1月31日、日本のツイッターで奇妙な生物の動画が注目を集めた。
密林の獣道をかっ歩する生物をとらえた映像なのだが、その生物の姿が地球上のどの生物にも似ていない。手足は無数の吸盤やイボ、長い毛に覆われた触手のようで、体の横には1対の大きな翼のように見えるヒレがある。ヒレや尻尾は大きく広がったり、伸びたりする様子が見え、体色も褐色から白へ変化している様子が確認できる。体の毛は触覚なのだろうか、タコなどのように気分や警戒心によって姿が変化する生き物なのかもしれない。周囲を警戒しているようでもあるが、大きな岩を乗り越えようとして足を滑らせる様子は愛嬌すら感じる。
果たしてこの「密林の触手生物」の正体は何なのか。既知の生物とはまったく違う体の構造をしているため、新種の生物か、UMAではないかと話題になっていた。
だが、映像を見てすぐに気づいた人もいるかもしれないが、この生物は実在の生物ではない。アーティストのトビアス・グレムラー氏が作成したCG作品なのだ。彼は3Dアニメーションとビデオ技術を駆使して、視覚的な作品を世に多数産み出しているアーティストである。この奇妙な生物の映像も、彼が数か月かけて作成した作品なのだ。ちなみに昨年11月の段階で、彼は彩色やテクスチャの貼られていない状態のこの生物のCGをツイッター上に掲載しており、そこでは「生物の形や動き」を探求している旨が並記されていた。なお、習作の段階でも既にかなり生物らしい動きをしている様子が見て取れる。

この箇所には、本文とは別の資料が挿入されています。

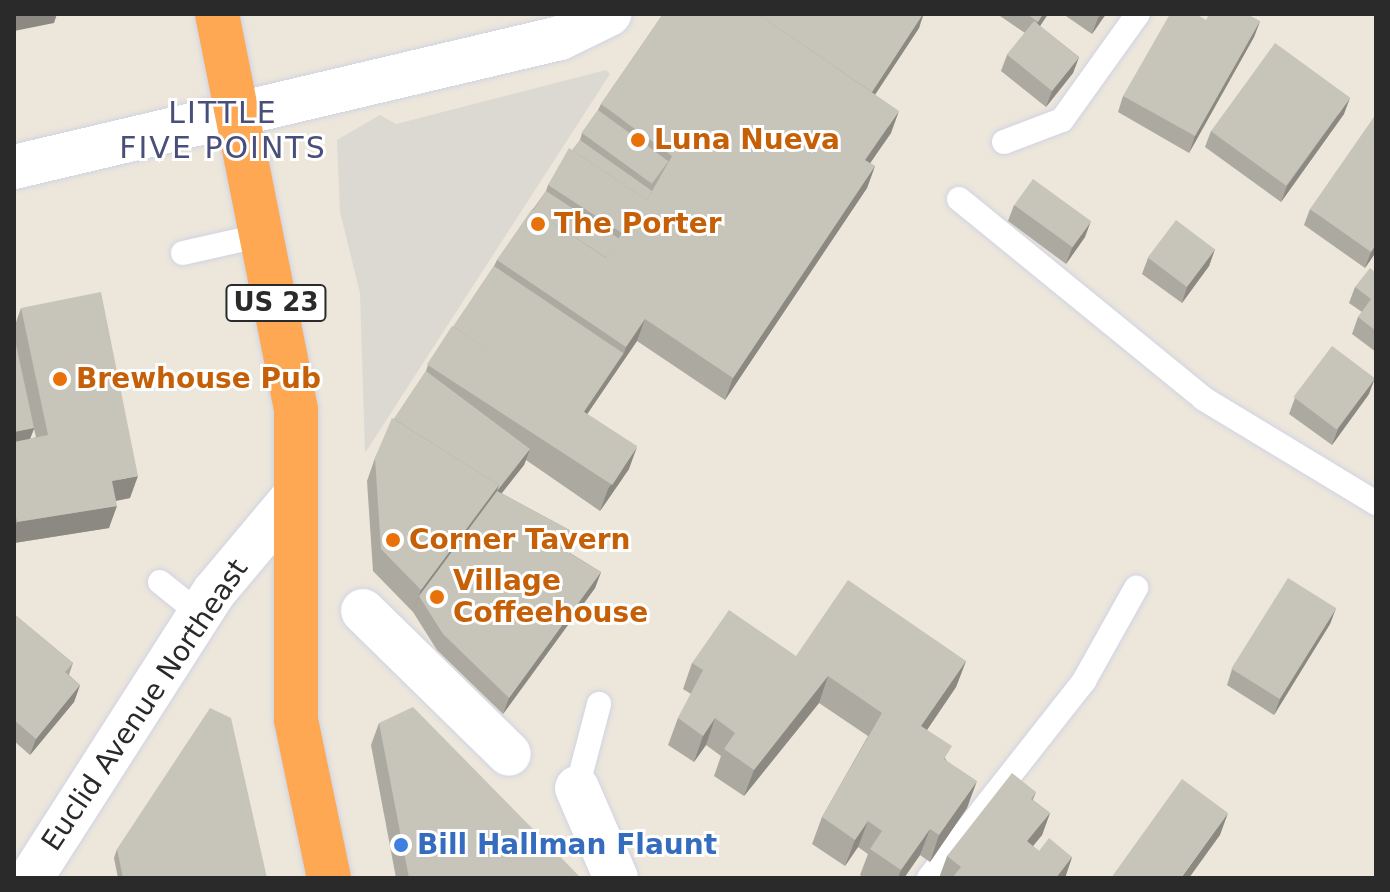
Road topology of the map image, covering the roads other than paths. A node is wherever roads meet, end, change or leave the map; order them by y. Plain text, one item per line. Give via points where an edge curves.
1 (217, 14) edge
2 (609, 14) edge
3 (1138, 14) edge
4 (239, 111) junction
5 (1004, 142) dead end
6 (14, 167) edge
7 (959, 199) dead end
8 (263, 235) junction
9 (183, 253) dead end
10 (293, 498) junction
11 (1376, 503) edge
12 (160, 582) dead end
13 (1136, 588) dead end
14 (363, 611) dead end
15 (201, 615) junction
16 (599, 704) dead end
17 (509, 754) dead end
18 (577, 788) joint
19 (31, 878) edge
20 (329, 878) edge
21 (616, 878) edge
22 (929, 878) edge

1 - 4 highway, US 23
2 - 4 street via 560,38
3 - 5 lane via 1062,120
4 - 6 street
4 - 8 highway, US 23
7 - 11 lane via 1204,399
8 - 9 lane
8 - 10 highway, US 23 via 296,409
10 - 15 street, Euclid Avenue Northeast
10 - 20 highway, US 23 via 296,720
12 - 15 lane
13 - 22 lane via 1084,681
14 - 17 street
15 - 19 street, Euclid Avenue Northeast
16 - 18 lane
18 - 21 street

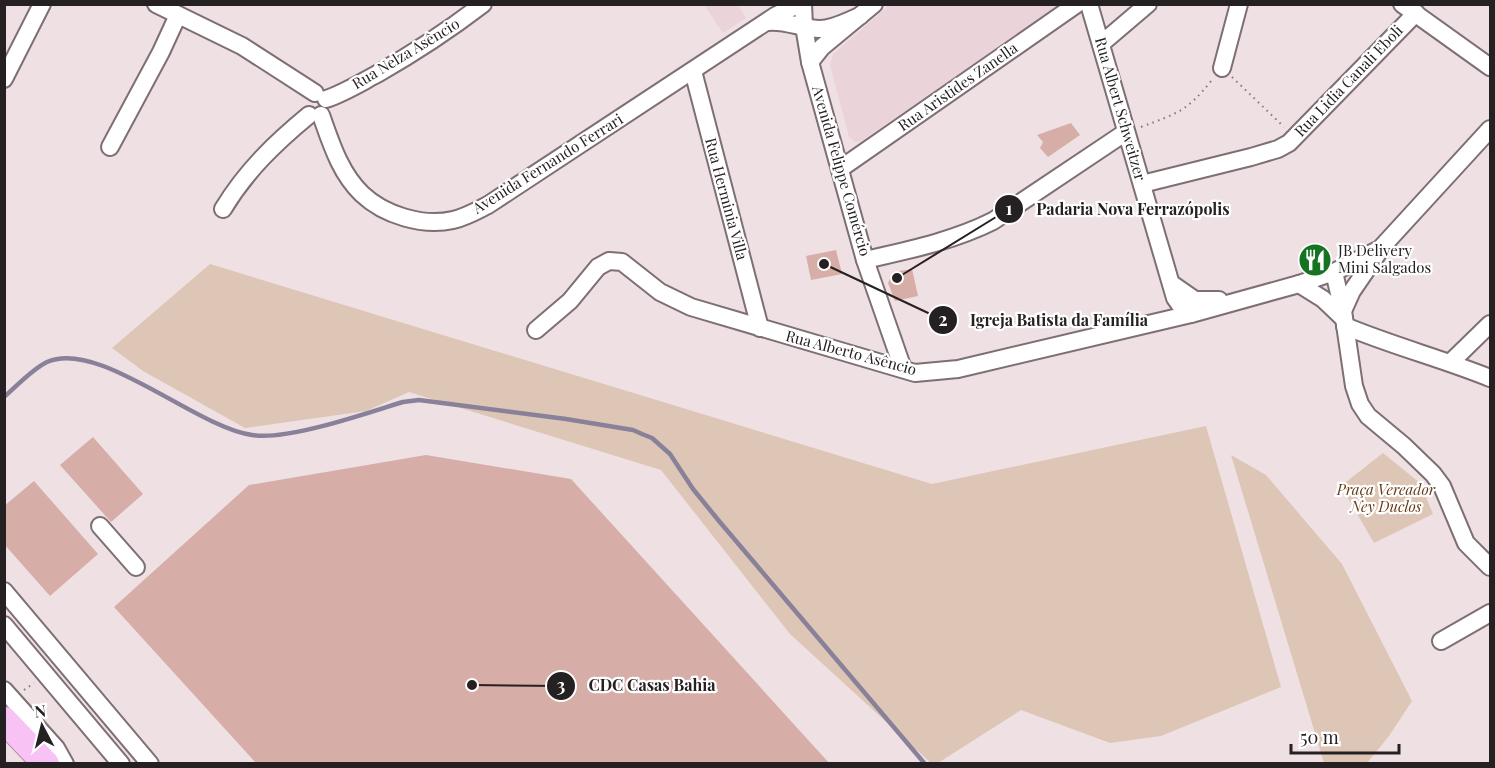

ちなみに1月30日にツイッターにアップされた動画は、2月1日16時の時点で15万件以上の〝いいね〟を獲得している。グレムラー氏は多くの人から寄せられたコメントに対しても快く答えており、「(この生物の)体から生えている毛はネコのひげのようなものです。翼はベルベットの皮でできた角から進化しました」などと設定をツイートしていた。日本でもこの動画がツイッターで拡散されたようだが、動画のみが注目された結果、謎の触手生物という形で話題になってしまったようだ。
少し前では、海外で注目された動画が日本に到達するまで数日から数か月はかかったものだが、近年では海外でバズるとその日のうちに日本に波及し、大きな反響を得たりする。流れてくる情報の真偽を見極める必要があるが、興味深い情報が早く届くという点ではうれしくもある。今後も新たなUMA情報が筆者の元に届くことを期待したい。